Viele weniger erfahrene Verkäufer machen den häufigen Fehler, dass sie auf der Basis eines gefundenen Problems sofort in die Lösungsdiskussion gehen. Das ist allerdings falsch. Lassen Sie mich bitte erklären, was ich damit meine.

Die eben getroffene Aussage, das Problem alleine reiche noch nicht, bezieht sich auf eher komplexere Entscheidungssituationen im Geschäftskunden-Umfeld. Bei weniger komplexen Entscheidungen kann sofort nach dem Problemverständnis eine Lösung gefunden werden. Sehen wir uns folgendes Beispiel an: Stellen Sie sich vor, Ihre alte Kamera ist defekt und Sie möchten für Ihre nun anstehende Urlaubsreise eine neue Kamera mitnehmen. Geplant ist eine Städtereise. Die Kamera sollte also hochwertig aber nicht zu groß sein, damit man sie ohne großen Aufwand in eine Tasche stecken kann. Hier sind die Situation und das Problem relativ eindeutig. Deswegen kann ein guter Verkäufer, sofort nachdem er das Problem verstanden hat, einen Lösungsvorschlag machen.

Die Sachlage wird allerdings völlig anders, wenn es um ein komplexes geschäftliches Problem geht, das Ihr Kunde lösen will. Nehmen wir an, es geht darum, dass Unternehmenssoftware an ein mittelständisches Unternehmen verkaufen werden soll. Die Problematik ist, dass die bestehende Software vor langer Zeit von einem ehemaligen Mitarbeiter programmiert und implementiert wurde, der inzwischen nicht mehr im Unternehmen ist und auf den man nicht mehr zurückgreifen kann. Jetzt können wichtige Veränderungen oder Erweiterungen der Software nicht mehr durchgeführt werden. Außerdem ist unklar, ob künftige Betriebssystemupdates noch kompatibel zu dieser Unternehmenssoftware sein werden. Ein weiteres Problem ist, dass sich neuere Mitarbeiter mit der eher altmodischen Benutzer-Oberfläche der Software nur schwer anfreunden können.
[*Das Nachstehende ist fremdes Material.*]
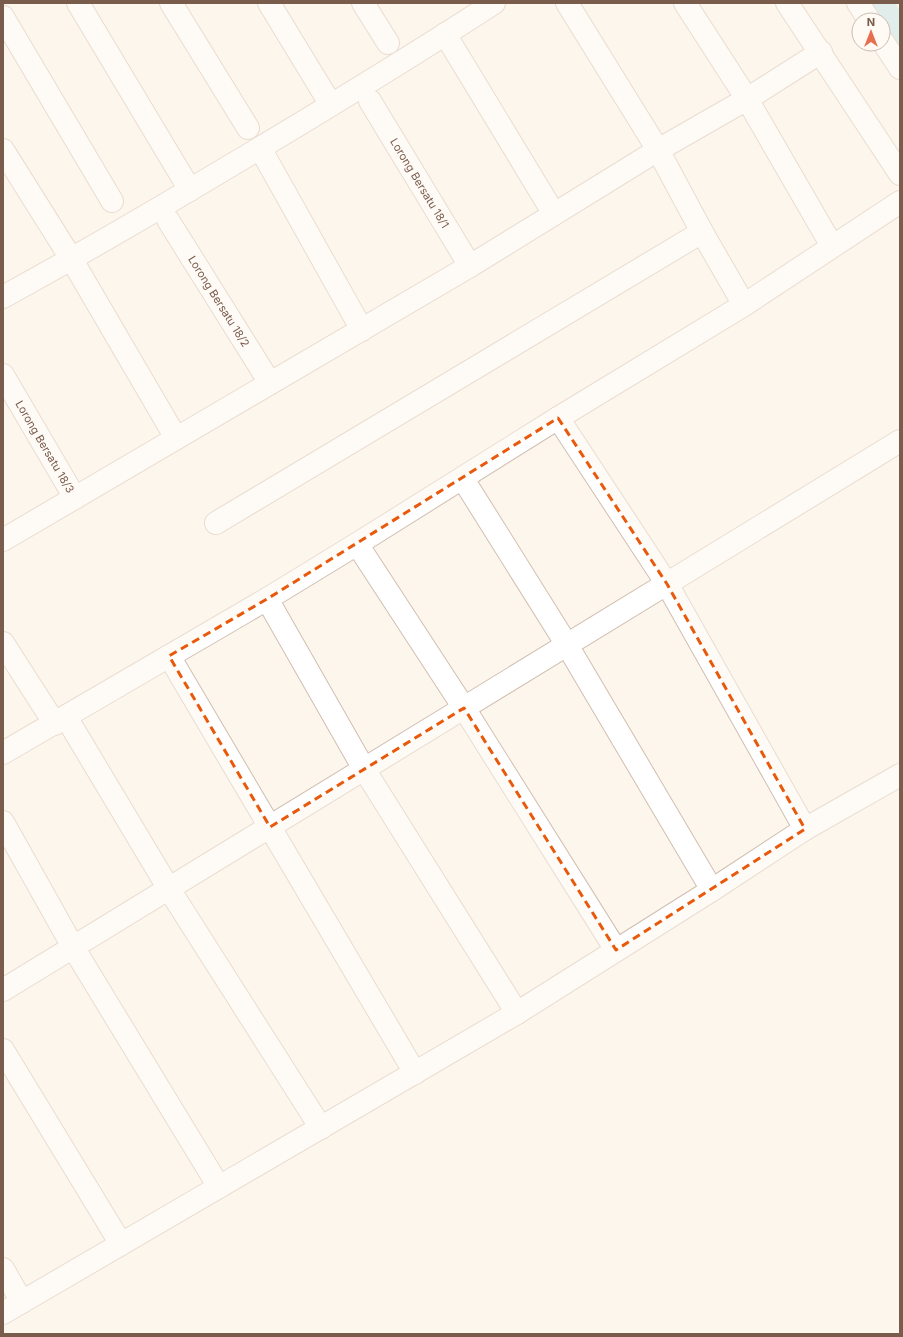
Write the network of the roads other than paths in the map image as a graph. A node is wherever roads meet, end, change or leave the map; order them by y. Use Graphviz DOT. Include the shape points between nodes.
graph roads {
  1 [pos="78,3"];
  2 [pos="171,3"];
  3 [pos="269,3"];
  4 [pos="363,3"];
  5 [pos="494,3"];
  6 [pos="567,3"];
  7 [pos="685,3"];
  8 [pos="787,3"];
  9 [pos="858,3"];
  10 [pos="467,10"];
  11 [pos="864,12"];
  12 [pos="3,17"];
  13 [pos="445,34"];
  14 [pos="388,44"];
  15 [pos="821,52"];
  16 [pos="890,52"];
  17 [pos="900,68"];
  18 [pos="747,99"];
  19 [pos="370,101"];
  20 [pos="332,105"];
  21 [pos="248,128"];
  22 [pos="260,148"];
  23 [pos="3,150"];
  24 [pos="658,150"];
  25 [pos="900,174"];
  26 [pos="190,190"];
  27 [pos="112,201"];
  28 [pos="900,202"];
  29 [pos="554,214"];
  30 [pos="168,220"];
  31 [pos="702,232"];
  32 [pos="832,246"];
  33 [pos="72,260"];
  34 [pos="470,266"];
  35 [pos="3,297"];
  36 [pos="744,305"];
  37 [pos="362,330"];
  38 [pos="3,375"];
  39 [pos="270,383"];
  40 [pos="558,418"];
  41 [pos="176,438"];
  42 [pos="900,441"];
  43 [pos="463,479"];
  44 [pos="75,498"];
  45 [pos="216,523"];
  46 [pos="3,540"];
  47 [pos="357,544"];
  48 [pos="667,584"];
  49 [pos="267,599"];
  50 [pos="3,643"];
  51 [pos="567,645"];
  52 [pos="169,656"];
  53 [pos="464,708"];
  54 [pos="60,720"];
  55 [pos="3,753"];
  56 [pos="364,769"];
  57 [pos="900,776"];
  58 [pos="3,822"];
  59 [pos="270,827"];
  60 [pos="805,829"];
  61 [pos="169,888"];
  62 [pos="712,890"];
  63 [pos="73,947"];
  64 [pos="616,950"];
  65 [pos="3,990"];
  66 [pos="517,1013"];
  67 [pos="3,1050"];
  68 [pos="415,1073"];
  69 [pos="321,1128"];
  70 [pos="219,1187"];
  71 [pos="120,1244"];
  72 [pos="3,1270"];
  73 [pos="22,1302"];
  74 [pos="3,1313"];
  1 -- 26 [label="street"];
  2 -- 21 [label="street"];
  3 -- 20 [label="street"];
  4 -- 14 [label="street"];
  5 -- 10 [label="street"];
  6 -- 24 [label="street"];
  7 -- 18 [label="street"];
  8 -- 15 [label="street"];
  9 -- 11 [label="street"];
  10 -- 13 [label="street"];
  12 -- 27 [label="street"];
  13 -- 20 [label="street"];
  13 -- 29 [label="street"];
  15 -- 18 [label="street"];
  15 -- 25 [label="street"];
  16 -- 17 [label="street"];
  18 -- 24 [label="street"];
  18 -- 32 [label="street"];
  19 -- 34 [label="street, Lorong Bersatu 18/1"];
  20 -- 22 [label="street"];
  22 -- 26 [label="street"];
  22 -- 37 [label="street"];
  23 -- 33 [label="street"];
  24 -- 29 [label="street"];
  24 -- 31 [label="street"];
  26 -- 33 [label="street"];
  28 -- 32 [label="street"];
  29 -- 34 [label="street"];
  30 -- 39 [label="street, Lorong Bersatu 18/2"];
  31 -- 36 [label="street"];
  31 -- 45 [label="street"];
  32 -- 36 [label="street"];
  33 -- 35 [label="street"];
  33 -- 41 [label="street"];
  34 -- 37 [label="street"];
  36 -- 40 [label="street"];
  37 -- 39 [label="street"];
  38 -- 44 [label="street, Lorong Bersatu 18/3"];
  39 -- 41 [label="street"];
  40 -- 43 [label="street"];
  40 -- 48 [label="street"];
  41 -- 44 [label="street"];
  42 -- 48 [label="street"];
  43 -- 47 [label="street"];
  43 -- 51 [label="street"];
  44 -- 46 [label="street"];
  47 -- 49 [label="street"];
  47 -- 53 [label="street"];
  48 -- 51 [label="street"];
  48 -- 60 [label="street"];
  49 -- 52 [label="street"];
  49 -- 56 [label="street"];
  50 -- 54 [label="street"];
  51 -- 53 [label="street"];
  51 -- 62 [label="street"];
  52 -- 54 [label="street"];
  52 -- 59 [label="street"];
  53 -- 56 [label="street"];
  53 -- 64 [label="street"];
  54 -- 55 [label="street"];
  54 -- 61 [label="street"];
  56 -- 59 [label="street"];
  56 -- 66 [label="street"];
  57 -- 60 [label="street"];
  58 -- 63 [label="street"];
  59 -- 61 [label="street"];
  59 -- 68 [label="street"];
  60 -- 62 [label="street"];
  61 -- 63 [label="street"];
  61 -- 69 [label="street"];
  62 -- 64 [label="street"];
  63 -- 65 [label="street"];
  63 -- 70 [label="street"];
  64 -- 66 [label="street"];
  66 -- 68 [label="street"];
  67 -- 71 [label="street"];
  68 -- 69 [label="street"];
  69 -- 70 [label="street"];
  70 -- 71 [label="street"];
  71 -- 73 [label="street"];
  72 -- 73 [label="street"];
  73 -- 74 [label="street"];
}
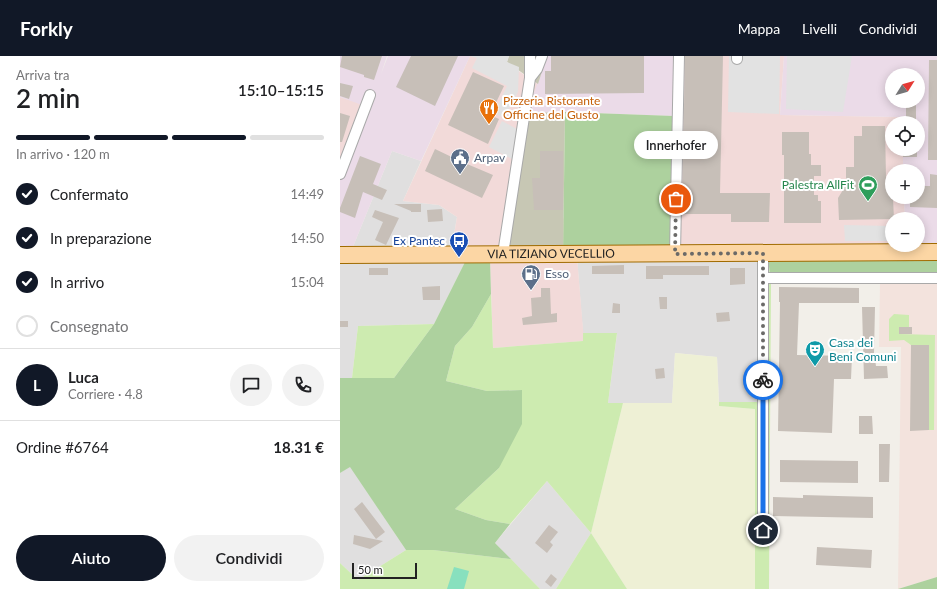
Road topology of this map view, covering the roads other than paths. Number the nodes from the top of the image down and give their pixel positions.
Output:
1 (530, 56) edge
2 (542, 56) edge
3 (679, 56) edge
4 (530, 78) junction
5 (370, 95) dead end
6 (340, 174) edge
7 (937, 252) edge
8 (763, 253) junction
9 (503, 254) junction
10 (675, 254) junction
11 (340, 255) edge
12 (763, 278) junction
13 (937, 278) edge
14 (763, 530) dead end

1 - 4 street
2 - 4 street
3 - 10 street
4 - 9 street
5 - 6 street
7 - 8 main road, VIA TIZIANO VECELLIO
8 - 10 main road, VIA TIZIANO VECELLIO
8 - 12 street
9 - 10 main road, VIA TIZIANO VECELLIO
9 - 11 main road, VIA TIZIANO VECELLIO
12 - 13 street
12 - 14 street

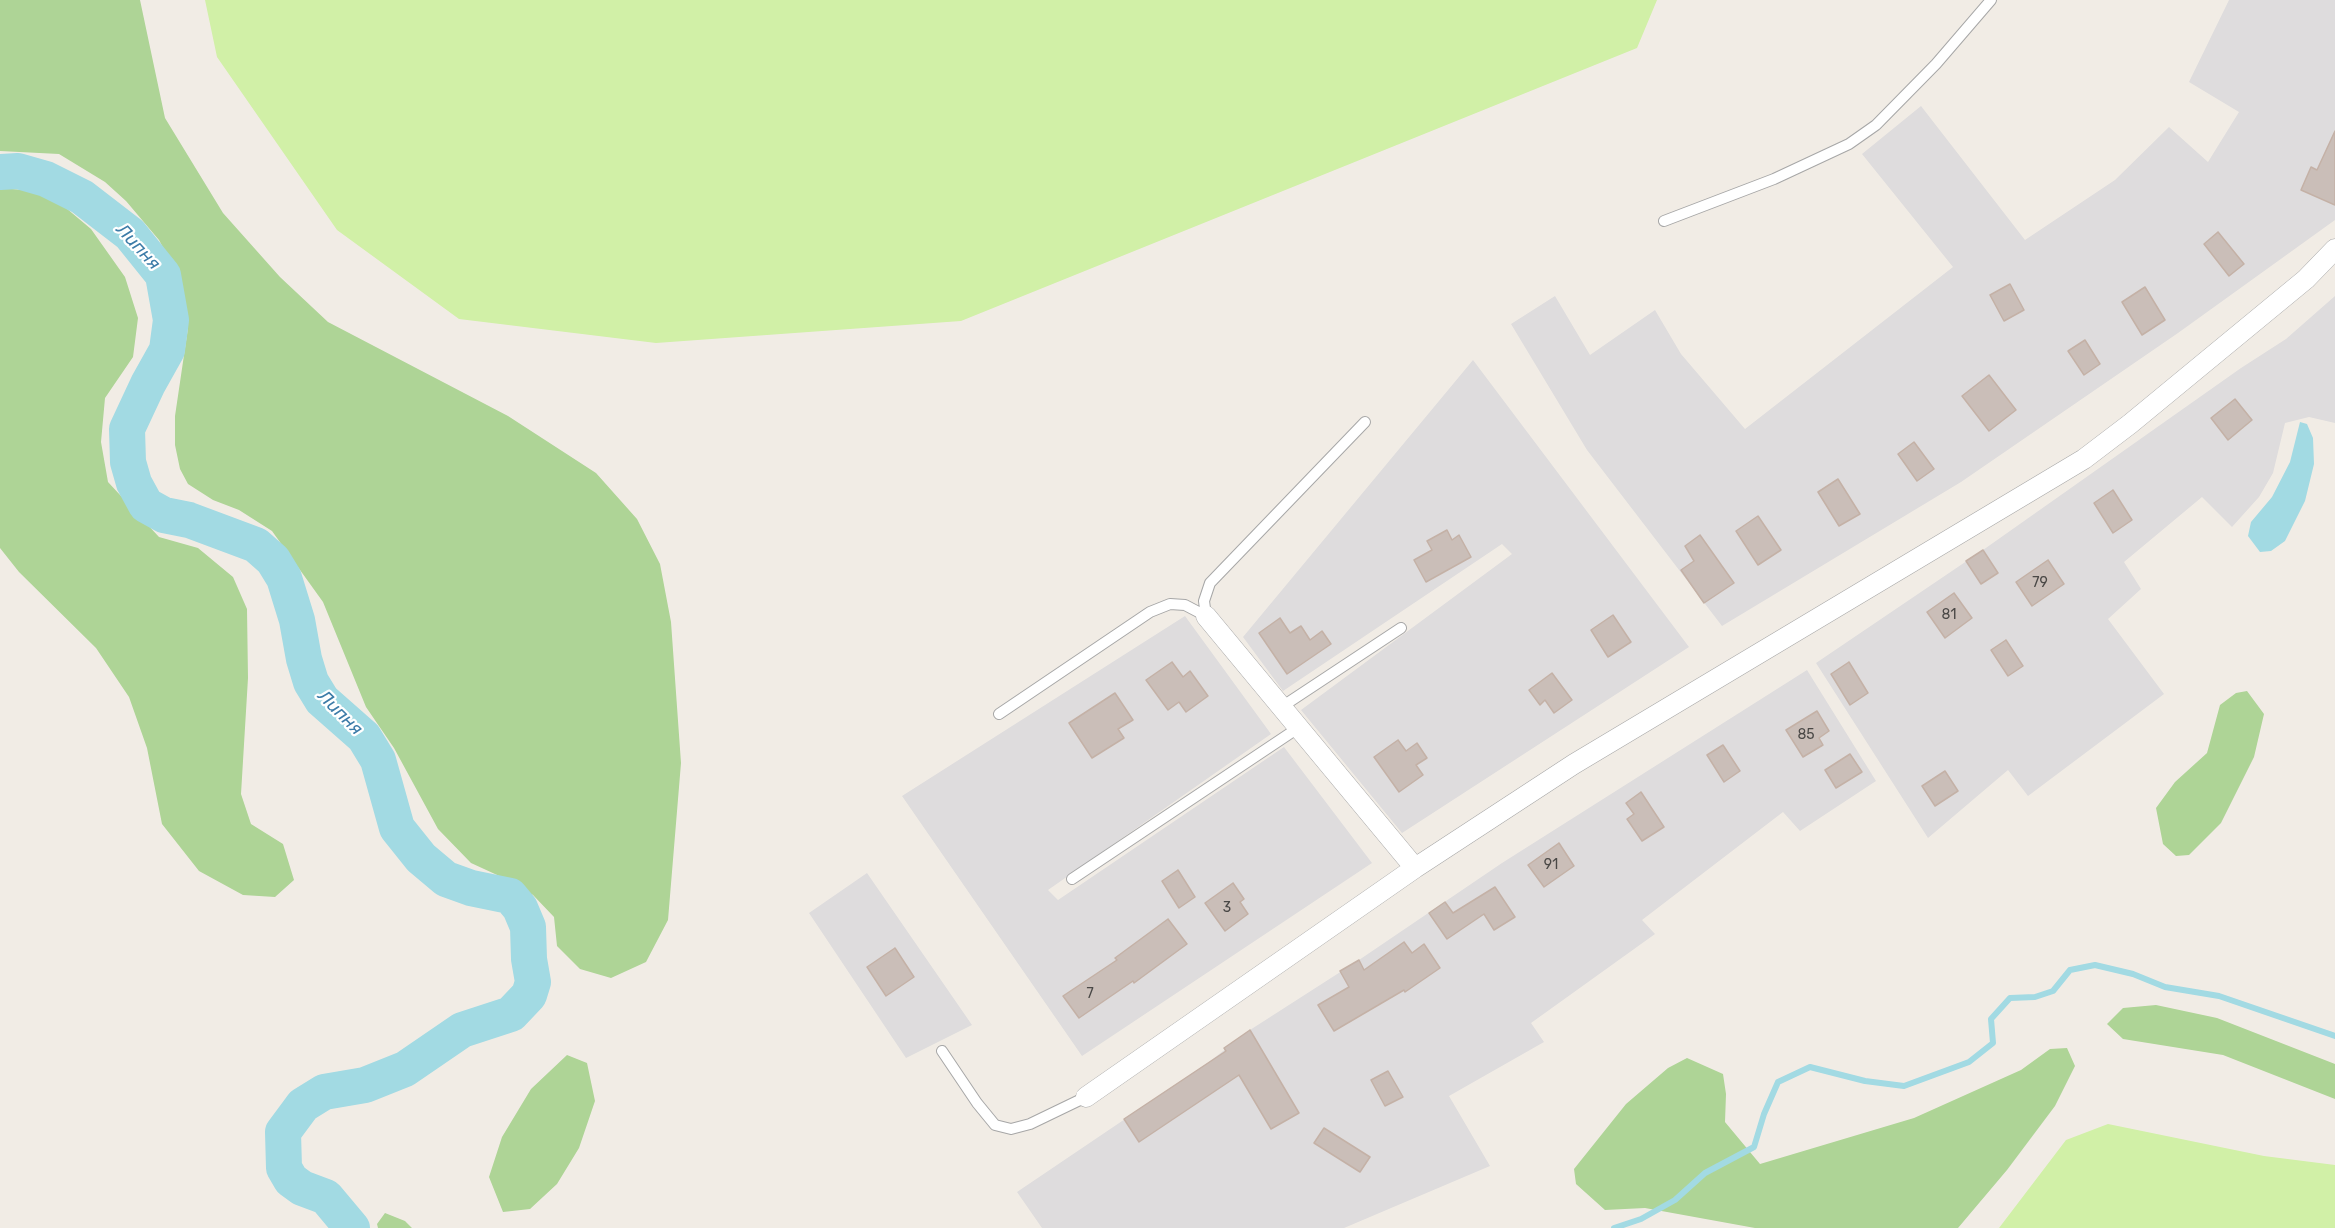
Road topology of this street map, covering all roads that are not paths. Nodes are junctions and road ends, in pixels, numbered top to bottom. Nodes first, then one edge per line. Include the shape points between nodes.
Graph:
1 (1991, 0) edge
2 (1664, 221) dead end
3 (2335, 249) edge
4 (1365, 422) dead end
5 (1206, 616) junction
6 (1401, 628) dead end
7 (1280, 708) junction
8 (999, 714) dead end
9 (1298, 729) junction
10 (1415, 868) junction
11 (1072, 879) dead end
12 (942, 1051) dead end
13 (1086, 1097) joint

1 - 2 lane via 1876,125 1849,144 1774,179
3 - 10 street via 2296,287 2084,459 1574,764
4 - 5 lane via 1210,583 1203,601
5 - 7 street
5 - 8 lane via 1185,605 1170,604 1150,612
6 - 7 lane
7 - 9 street
9 - 10 street
9 - 11 lane
10 - 13 street
12 - 13 lane via 995,1125 1011,1129 1030,1124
Hören wir uns den Ausschnitt des diesbezüglichen Dialogs an:

Verkäufer: Lieber Kunde, was sind aus Ihrer Sicht die wichtigsten Probleme mit Ihrer Software? Was liegt Ihnen am Herzen?

Kunde: Ich denke, das wichtigste Problem ist, dass wir heute eine selbst gestrickte Software haben, die nicht mehr weiterentwickelt werden kann.

Verkäufer: Verstehe. Das bedeutet, dass Sie im Moment wichtige Änderungen nicht umsetzen können. Und darüber hinaus: Was sind aus Ihrer Sicht weitere wichtige Probleme?

Kunde: Naja, zusätzlich zu dieser Starrheit taucht das Problem auf, dass künftige Betriebssystem-Updates auf den benutzten PCs und Notebooks sich vielleicht nicht mehr mit unserer Unternehmenssoftware vertragen.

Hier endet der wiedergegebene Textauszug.